THE GENERATION OF HYDROXYL RADICALS IN BIOLOGIC SYSTEMS: TOXICOLOGICAL ASPECTS

— The formation of hydroxyl radicals in vitro was studied through their reaction with 2‐keto‐4‐thiomethylbutyric acid to form ethylene gas. The autoxidation reaction of 6‐aminodopamine served as a model source of hydroxyl radicals. Ethylene production was suppressed by catalase and by superoxide dismutase, indicating that both hydrogen peroxide and superoxide were involved in the reaction. Hydroxyl radical scavengers (thiourea > benzoate > ethanol) suppressed ethylene production in good agreement with their respective rate constants for reaction with hydroxyl radicals. Urea served as a negative control. Several substituted thiourea derivatives also suppressed ethylene production to a similar degree as thiourea itself. Biologic studies centered on several cytotoxic agents whose mechanisms of action are thought to involve hydroxyl radicals. These agents included alloxan, which destroys the beta cells of the pancreas, and 6‐hydroxy‐ and 6‐aminodopamine, which destroy sympathetic nerves.
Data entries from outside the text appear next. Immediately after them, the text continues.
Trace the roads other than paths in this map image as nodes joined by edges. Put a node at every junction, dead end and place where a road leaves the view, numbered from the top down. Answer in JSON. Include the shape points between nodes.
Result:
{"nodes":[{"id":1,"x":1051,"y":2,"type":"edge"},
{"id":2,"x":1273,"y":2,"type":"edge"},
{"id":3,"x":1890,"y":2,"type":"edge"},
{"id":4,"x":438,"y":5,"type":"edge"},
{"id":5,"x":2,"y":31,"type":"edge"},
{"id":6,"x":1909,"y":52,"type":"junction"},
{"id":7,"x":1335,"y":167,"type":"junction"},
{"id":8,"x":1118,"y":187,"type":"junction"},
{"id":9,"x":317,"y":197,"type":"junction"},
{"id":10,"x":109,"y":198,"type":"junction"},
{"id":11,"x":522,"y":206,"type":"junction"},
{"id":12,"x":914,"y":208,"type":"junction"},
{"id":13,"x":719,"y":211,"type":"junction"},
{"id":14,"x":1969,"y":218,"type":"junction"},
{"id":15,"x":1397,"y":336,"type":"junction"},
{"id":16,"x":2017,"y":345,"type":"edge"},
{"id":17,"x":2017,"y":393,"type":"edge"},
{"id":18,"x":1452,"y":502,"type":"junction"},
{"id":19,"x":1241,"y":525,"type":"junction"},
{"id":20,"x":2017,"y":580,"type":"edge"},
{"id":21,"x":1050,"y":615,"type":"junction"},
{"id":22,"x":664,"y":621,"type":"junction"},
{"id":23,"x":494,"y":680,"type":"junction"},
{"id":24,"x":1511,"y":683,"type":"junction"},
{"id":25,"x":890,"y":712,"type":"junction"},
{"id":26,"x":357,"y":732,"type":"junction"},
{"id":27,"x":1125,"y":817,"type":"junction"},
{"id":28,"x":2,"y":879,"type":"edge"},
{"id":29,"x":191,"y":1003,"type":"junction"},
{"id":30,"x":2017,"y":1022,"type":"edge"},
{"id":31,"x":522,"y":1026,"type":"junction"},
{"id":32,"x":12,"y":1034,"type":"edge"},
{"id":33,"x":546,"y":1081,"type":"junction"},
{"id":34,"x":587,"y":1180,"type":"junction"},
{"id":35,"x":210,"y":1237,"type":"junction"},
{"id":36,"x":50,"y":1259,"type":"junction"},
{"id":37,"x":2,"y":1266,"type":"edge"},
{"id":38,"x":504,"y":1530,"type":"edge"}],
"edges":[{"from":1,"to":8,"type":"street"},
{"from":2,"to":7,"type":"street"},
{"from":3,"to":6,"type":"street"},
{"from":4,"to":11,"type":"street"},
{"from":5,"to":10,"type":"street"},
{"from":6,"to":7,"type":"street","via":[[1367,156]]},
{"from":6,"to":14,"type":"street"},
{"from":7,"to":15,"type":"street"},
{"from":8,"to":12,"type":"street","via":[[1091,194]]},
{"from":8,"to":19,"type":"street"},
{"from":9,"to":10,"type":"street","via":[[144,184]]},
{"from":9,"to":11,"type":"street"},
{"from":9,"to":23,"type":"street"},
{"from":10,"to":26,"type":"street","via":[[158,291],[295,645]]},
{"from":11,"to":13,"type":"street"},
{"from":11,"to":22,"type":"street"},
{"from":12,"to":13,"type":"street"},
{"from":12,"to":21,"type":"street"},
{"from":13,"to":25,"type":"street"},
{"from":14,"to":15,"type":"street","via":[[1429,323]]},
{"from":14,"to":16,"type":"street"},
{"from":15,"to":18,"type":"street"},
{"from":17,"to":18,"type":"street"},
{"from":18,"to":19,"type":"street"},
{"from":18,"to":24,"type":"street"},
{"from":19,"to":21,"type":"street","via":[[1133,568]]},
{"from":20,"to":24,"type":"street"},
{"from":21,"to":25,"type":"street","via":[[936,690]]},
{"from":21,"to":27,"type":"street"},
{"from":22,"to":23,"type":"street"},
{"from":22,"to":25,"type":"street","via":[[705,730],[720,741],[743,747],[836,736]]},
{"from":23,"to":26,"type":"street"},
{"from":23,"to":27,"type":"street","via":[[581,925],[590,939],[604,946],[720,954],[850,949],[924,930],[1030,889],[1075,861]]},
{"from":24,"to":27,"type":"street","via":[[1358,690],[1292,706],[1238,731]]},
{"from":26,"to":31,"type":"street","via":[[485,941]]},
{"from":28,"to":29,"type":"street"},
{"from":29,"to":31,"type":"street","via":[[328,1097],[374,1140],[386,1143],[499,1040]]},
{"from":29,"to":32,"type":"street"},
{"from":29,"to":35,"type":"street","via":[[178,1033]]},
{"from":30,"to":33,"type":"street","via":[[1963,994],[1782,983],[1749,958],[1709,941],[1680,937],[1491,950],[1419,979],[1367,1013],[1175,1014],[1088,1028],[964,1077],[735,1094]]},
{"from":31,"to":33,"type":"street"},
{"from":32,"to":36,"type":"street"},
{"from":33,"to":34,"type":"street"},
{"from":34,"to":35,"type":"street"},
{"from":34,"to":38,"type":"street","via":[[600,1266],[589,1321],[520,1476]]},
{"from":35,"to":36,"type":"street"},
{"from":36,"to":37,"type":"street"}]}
Damage to tissues in vivo was blocked to varying degrees by pretreatment of animals with hydroxyl radical scavengers such as ethanol or the thiourea derivatives. In addition, hydroxyl radical scavengers blocked the action of 5,7‐dihydroxytryptamine, a neurotoxin whose effects on noradrenaline neurons were previously shown to be blocked by inhibitors of monoamine oxidase. The data indicate that these cell toxins produce their damaging actions on specific target cells through the intracellular generation of hydroxyl radicals.